According to GTM Research (Figure 1), the annual deployment for energy storage devices will total almost 1 GW in 2019; installations that capture energy from residential or commercial PV (solar) installations—commonly known as “behind-the-meter” deployments—will comprise half the annual market by 2021. The U.S. energy storage market will be worth an estimated $3.1 billion by 2022, a nine-fold increase from 2016 (and seven-fold from 2017).
The rise in battery-based energy storage is intimately linked with lithium-ion (Li-ion) chemistries: according to GTM analysts, they made up at least 97 percent of all storage capacity deployed in 2016. Li-ion also rules the roost in electric and hybrid vehicles, especially since Toyota, the last major holdout, switched most models of its flagship Prius hybrid from nickel-metal-hydride (NiMH) to Li-ion in the 2016 model year.
Reflecting the increase in demand, production volumes have ramped up, while Li-ion battery cell prices have fallen by about 60 percent in five years to around $139 per kilowatt-hour. Global battery manufacturing is forecast to double from 2017 to 2021 and reach 278 GWh per year, accompanied by a further price reduction of more than 40 percent.
Tesla is casting a long shadow over the Li-ion market. To protect against potential shortages, they’re moving to secure their own source of batteries. Their Gigafactory 1 in Sparks, NV, began production of Panasonic’s Li-ion design in 2017. When completed in 2020, the factory will produce 35 GWh of batteries yearly, primarily for in-house use. The company is already planning up to five Gigafactories.
Inside the Li-ion Battery
In spite of worldwide efforts to find better alternatives, why is Li-ion still slaying all comers?

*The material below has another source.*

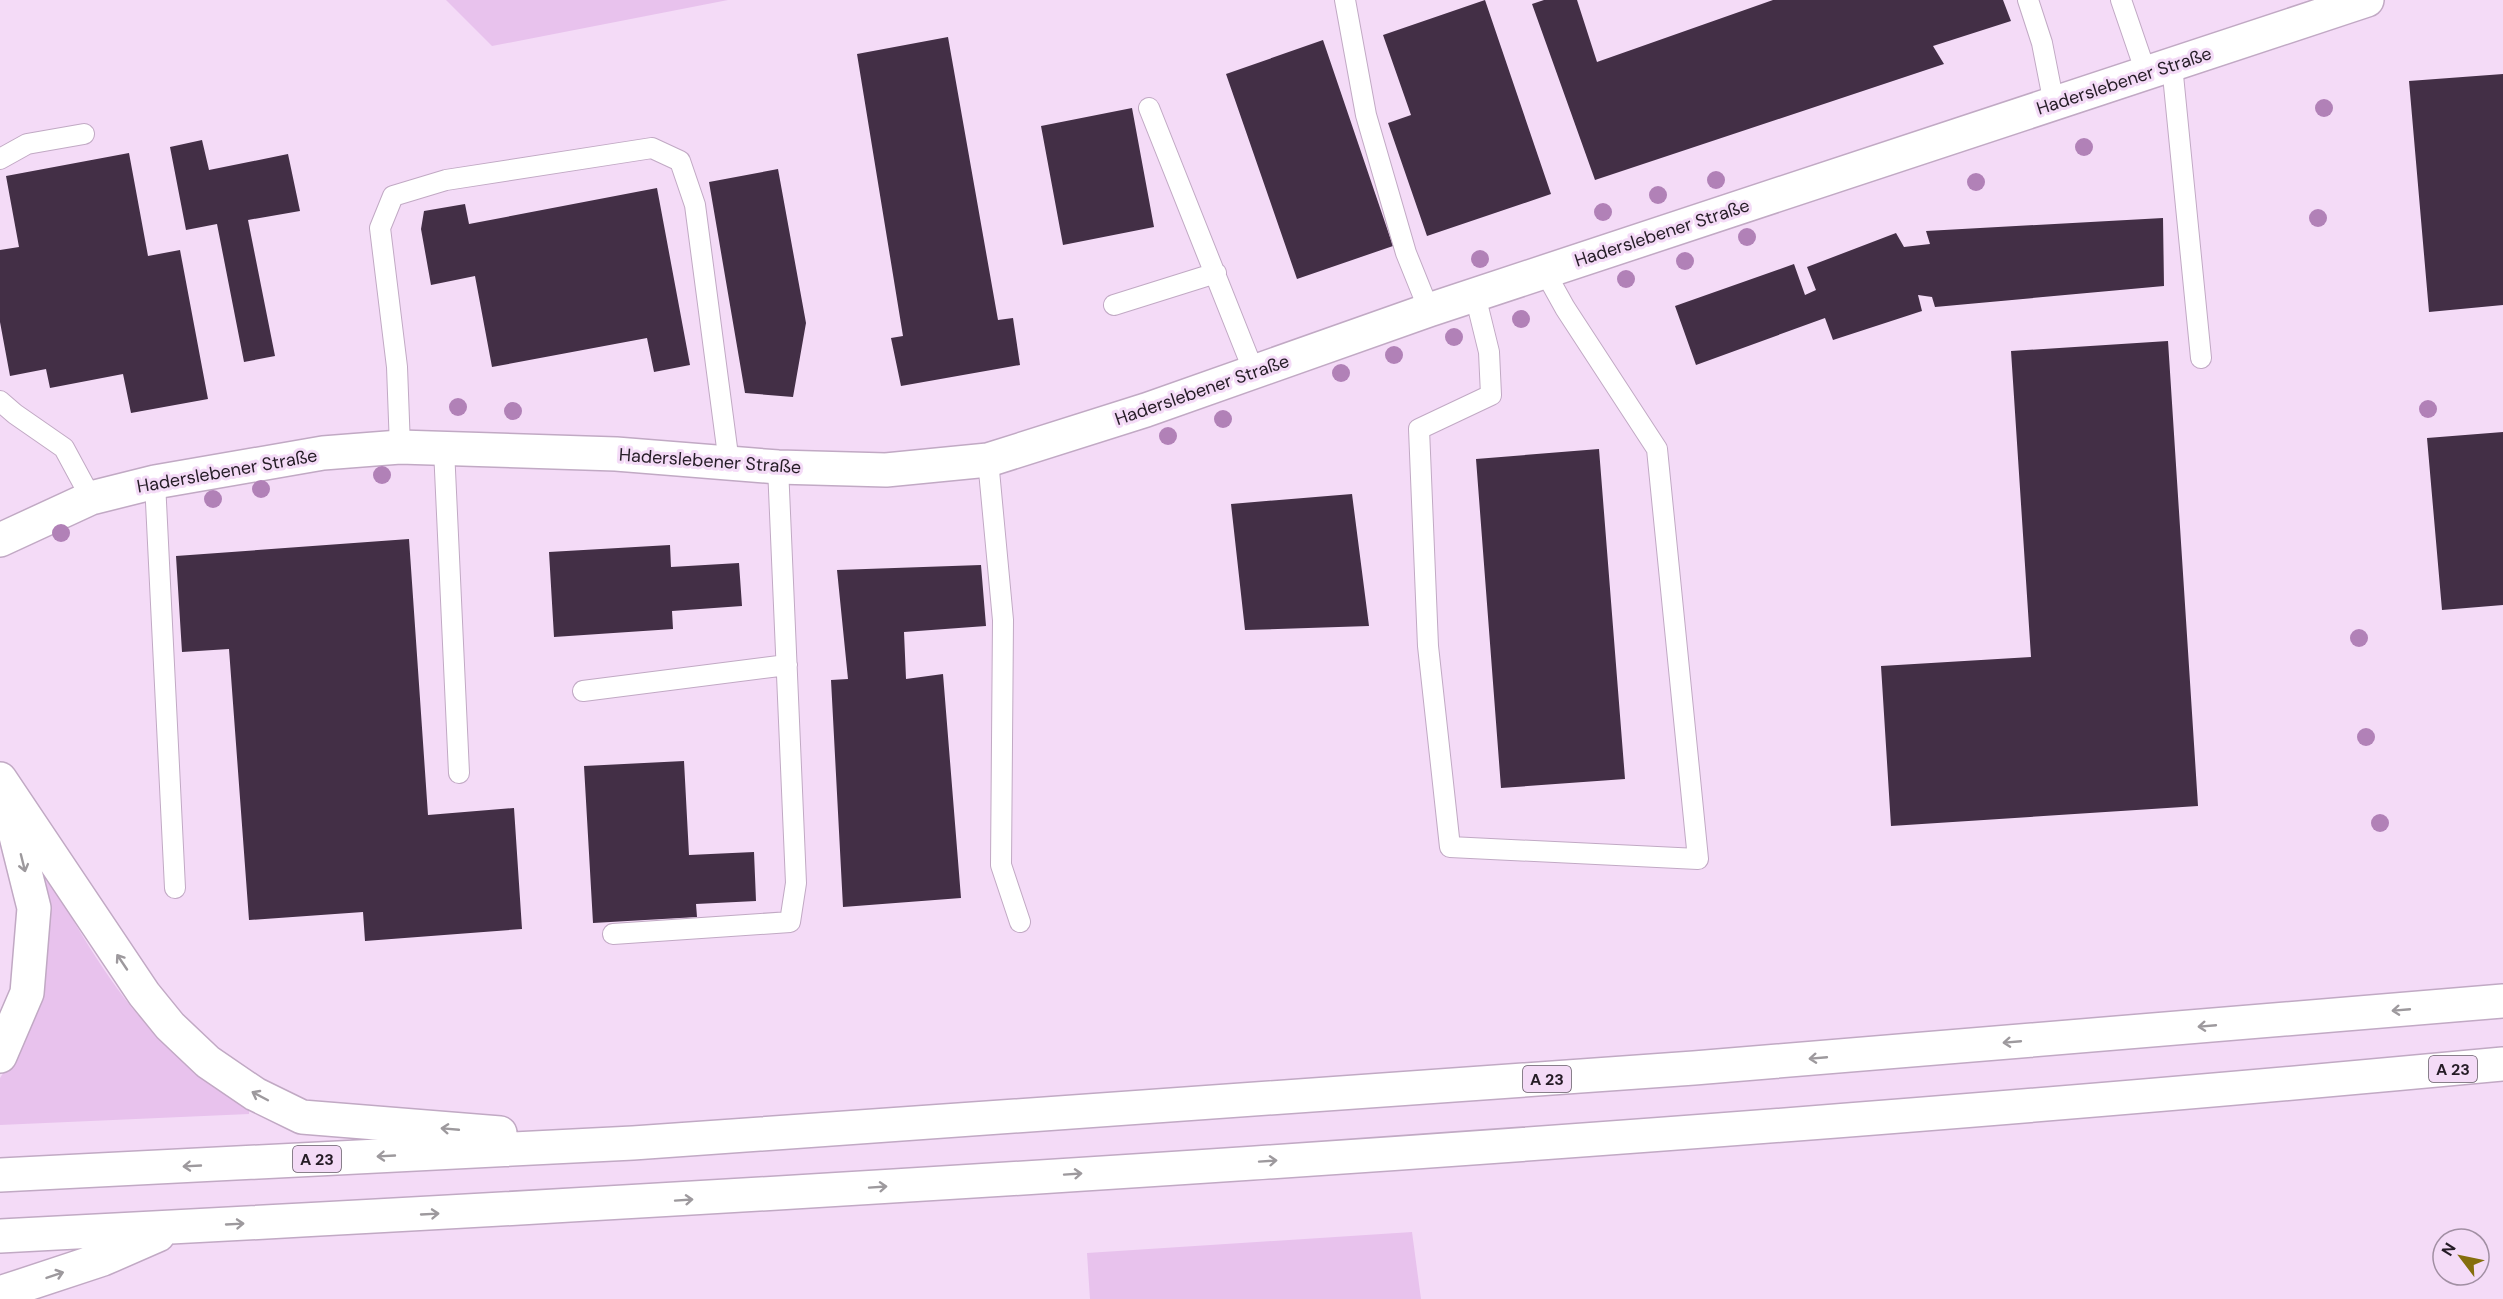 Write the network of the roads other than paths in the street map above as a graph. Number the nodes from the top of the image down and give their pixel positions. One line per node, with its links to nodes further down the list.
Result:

One reason is the hurdles any challenger must surmount to make it to the finish line. There’s no shortage of candidates, and researchers regularly claim breakthroughs in battery chemistry, energy density, or charging time. So far, they’ve all been hobbled by some combination of high production costs, reliance on rare materials, problems with recycling or disposal, or limited number of charge/discharge cycles.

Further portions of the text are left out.